**Aim of the exercise:**
If a line in the entries below holds the string "Okręglik", copy it.
"""
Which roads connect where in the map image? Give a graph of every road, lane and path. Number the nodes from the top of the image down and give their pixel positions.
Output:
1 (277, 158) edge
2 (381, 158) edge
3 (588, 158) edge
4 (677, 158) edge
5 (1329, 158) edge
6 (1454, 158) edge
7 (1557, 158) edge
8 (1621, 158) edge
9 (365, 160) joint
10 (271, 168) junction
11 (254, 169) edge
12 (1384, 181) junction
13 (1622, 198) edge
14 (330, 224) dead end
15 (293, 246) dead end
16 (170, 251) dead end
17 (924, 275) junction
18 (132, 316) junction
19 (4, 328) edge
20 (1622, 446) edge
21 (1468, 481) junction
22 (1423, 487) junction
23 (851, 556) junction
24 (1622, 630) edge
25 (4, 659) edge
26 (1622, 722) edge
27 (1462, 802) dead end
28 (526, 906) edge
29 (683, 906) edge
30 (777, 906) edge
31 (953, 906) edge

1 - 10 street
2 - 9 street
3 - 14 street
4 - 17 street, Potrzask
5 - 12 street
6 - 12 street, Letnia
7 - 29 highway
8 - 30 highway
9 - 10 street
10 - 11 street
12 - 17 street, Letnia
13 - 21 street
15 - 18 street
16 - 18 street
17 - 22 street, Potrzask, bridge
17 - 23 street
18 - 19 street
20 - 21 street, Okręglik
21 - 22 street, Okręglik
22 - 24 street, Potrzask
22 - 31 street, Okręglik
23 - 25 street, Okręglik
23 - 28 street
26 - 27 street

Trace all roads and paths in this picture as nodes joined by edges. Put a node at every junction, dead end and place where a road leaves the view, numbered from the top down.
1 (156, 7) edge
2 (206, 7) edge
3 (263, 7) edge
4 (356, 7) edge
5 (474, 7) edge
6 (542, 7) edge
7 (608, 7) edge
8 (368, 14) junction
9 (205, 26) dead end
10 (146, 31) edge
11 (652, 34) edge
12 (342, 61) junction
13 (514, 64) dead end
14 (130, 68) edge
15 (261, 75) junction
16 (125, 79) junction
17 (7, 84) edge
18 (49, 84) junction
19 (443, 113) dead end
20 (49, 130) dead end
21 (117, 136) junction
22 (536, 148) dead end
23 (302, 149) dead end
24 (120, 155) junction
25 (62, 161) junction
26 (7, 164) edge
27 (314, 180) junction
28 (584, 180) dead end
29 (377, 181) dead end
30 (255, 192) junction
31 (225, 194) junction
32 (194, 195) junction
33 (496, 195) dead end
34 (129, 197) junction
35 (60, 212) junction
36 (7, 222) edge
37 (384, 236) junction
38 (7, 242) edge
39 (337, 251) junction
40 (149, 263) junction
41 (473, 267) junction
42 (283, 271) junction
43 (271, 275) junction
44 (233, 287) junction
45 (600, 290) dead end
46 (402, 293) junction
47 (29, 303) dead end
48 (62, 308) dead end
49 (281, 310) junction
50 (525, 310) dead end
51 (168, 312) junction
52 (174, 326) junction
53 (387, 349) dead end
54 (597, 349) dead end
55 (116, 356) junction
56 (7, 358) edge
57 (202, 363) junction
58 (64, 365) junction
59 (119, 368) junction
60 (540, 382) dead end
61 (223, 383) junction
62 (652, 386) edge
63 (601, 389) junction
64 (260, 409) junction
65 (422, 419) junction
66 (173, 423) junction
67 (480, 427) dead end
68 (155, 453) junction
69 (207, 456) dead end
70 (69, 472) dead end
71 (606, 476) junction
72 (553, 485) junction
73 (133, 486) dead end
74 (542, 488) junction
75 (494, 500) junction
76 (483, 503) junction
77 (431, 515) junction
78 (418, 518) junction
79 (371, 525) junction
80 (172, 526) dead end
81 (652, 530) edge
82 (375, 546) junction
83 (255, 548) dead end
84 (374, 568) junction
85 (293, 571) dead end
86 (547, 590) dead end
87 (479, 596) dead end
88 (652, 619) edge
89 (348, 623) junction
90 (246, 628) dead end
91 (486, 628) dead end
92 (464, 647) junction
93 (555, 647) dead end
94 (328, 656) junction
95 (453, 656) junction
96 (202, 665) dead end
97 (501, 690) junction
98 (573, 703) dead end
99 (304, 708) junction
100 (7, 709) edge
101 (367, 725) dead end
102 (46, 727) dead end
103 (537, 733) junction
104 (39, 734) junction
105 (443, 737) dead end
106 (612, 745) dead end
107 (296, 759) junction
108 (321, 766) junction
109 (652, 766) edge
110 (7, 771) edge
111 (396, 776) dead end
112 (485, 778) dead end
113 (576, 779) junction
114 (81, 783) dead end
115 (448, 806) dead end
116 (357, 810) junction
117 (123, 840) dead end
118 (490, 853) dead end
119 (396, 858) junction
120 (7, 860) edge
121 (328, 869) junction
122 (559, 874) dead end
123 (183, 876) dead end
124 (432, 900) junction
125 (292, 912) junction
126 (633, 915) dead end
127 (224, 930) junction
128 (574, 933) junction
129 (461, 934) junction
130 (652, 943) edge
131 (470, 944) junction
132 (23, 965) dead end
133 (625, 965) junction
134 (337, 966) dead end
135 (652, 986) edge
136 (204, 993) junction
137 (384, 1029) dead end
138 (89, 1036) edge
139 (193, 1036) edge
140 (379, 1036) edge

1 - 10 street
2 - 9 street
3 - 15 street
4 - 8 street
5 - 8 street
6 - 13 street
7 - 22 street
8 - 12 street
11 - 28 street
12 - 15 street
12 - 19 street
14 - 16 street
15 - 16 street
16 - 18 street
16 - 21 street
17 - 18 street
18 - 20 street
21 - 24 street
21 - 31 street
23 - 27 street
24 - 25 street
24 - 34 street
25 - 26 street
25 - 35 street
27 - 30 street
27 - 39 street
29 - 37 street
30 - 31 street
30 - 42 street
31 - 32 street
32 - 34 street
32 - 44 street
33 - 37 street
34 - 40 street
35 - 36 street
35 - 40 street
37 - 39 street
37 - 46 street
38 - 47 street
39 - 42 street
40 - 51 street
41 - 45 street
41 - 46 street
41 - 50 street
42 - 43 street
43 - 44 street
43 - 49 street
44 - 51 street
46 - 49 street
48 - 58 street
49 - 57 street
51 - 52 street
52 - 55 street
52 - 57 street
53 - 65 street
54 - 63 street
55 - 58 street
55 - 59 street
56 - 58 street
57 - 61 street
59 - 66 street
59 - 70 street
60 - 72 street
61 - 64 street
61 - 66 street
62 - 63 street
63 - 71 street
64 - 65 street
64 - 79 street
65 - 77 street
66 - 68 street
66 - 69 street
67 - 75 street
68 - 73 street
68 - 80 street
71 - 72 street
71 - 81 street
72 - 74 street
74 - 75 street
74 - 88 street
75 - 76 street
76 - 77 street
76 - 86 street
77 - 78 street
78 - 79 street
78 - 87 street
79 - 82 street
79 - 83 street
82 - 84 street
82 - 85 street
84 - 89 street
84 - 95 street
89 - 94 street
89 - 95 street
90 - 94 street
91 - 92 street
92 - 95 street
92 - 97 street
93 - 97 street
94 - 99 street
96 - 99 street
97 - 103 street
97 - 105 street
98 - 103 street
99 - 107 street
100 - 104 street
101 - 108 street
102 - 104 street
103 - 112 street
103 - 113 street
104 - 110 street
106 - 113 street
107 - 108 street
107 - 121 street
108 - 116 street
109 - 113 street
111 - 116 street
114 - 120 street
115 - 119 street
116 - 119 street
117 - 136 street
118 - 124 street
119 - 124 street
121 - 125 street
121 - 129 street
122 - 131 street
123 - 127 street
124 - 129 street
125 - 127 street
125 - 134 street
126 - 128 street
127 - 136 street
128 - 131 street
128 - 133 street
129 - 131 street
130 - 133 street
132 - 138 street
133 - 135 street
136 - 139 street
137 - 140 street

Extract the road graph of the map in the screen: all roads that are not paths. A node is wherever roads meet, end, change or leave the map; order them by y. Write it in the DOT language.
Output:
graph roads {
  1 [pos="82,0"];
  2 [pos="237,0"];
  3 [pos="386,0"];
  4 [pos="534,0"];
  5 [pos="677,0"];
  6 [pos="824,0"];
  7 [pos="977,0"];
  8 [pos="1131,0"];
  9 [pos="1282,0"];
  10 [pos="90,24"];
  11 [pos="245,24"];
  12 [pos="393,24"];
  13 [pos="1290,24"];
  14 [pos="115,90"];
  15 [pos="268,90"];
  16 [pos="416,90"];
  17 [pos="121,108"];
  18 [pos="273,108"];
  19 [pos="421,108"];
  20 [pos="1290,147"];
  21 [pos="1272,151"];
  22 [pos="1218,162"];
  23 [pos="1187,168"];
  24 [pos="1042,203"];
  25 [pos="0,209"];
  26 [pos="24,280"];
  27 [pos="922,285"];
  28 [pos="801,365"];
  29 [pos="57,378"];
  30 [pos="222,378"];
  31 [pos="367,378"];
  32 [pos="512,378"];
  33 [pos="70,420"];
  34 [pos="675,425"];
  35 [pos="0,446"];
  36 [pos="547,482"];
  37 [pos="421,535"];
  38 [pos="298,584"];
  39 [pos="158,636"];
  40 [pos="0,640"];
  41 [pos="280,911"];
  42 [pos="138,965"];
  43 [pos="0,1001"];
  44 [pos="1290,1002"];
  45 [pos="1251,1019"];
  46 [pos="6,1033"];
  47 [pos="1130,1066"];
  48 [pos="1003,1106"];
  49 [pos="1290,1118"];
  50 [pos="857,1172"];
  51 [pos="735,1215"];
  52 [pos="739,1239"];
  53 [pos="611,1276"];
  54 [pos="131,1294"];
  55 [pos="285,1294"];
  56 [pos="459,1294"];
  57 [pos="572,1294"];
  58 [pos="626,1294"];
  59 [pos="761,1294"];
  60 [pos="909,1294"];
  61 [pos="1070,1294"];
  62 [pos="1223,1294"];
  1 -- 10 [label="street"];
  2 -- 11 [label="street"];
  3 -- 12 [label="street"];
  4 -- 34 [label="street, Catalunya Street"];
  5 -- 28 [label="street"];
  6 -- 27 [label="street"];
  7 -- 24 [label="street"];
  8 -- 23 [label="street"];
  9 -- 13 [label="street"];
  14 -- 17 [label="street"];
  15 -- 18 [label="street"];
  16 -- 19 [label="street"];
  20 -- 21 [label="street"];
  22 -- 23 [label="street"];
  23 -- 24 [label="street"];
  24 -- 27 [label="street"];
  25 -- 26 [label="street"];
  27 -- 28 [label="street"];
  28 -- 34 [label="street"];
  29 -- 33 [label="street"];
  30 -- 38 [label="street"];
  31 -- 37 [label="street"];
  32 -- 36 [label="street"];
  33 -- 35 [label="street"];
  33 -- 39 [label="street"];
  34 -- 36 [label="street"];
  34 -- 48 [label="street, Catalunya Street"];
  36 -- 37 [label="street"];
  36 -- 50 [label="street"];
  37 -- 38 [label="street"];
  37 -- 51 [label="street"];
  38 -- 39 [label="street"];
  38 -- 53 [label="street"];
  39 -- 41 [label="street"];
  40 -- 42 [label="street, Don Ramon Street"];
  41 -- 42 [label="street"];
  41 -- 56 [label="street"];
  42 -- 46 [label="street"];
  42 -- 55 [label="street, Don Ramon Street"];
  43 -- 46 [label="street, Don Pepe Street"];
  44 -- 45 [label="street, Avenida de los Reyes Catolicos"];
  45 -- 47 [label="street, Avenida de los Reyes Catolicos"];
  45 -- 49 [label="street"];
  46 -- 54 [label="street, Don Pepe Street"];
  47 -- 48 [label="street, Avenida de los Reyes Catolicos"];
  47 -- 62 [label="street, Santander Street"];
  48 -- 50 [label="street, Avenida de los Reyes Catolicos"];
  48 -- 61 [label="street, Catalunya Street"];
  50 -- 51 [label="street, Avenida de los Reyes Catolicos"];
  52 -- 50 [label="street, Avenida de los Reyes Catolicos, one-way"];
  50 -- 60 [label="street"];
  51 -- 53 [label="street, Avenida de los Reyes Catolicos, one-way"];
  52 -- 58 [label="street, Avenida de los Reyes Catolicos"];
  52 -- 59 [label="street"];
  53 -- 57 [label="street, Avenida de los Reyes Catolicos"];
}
"""
**Answer box:**
20 - 21 street, Okręglik
21 - 22 street, Okręglik
22 - 31 street, Okręglik
23 - 25 street, Okręglik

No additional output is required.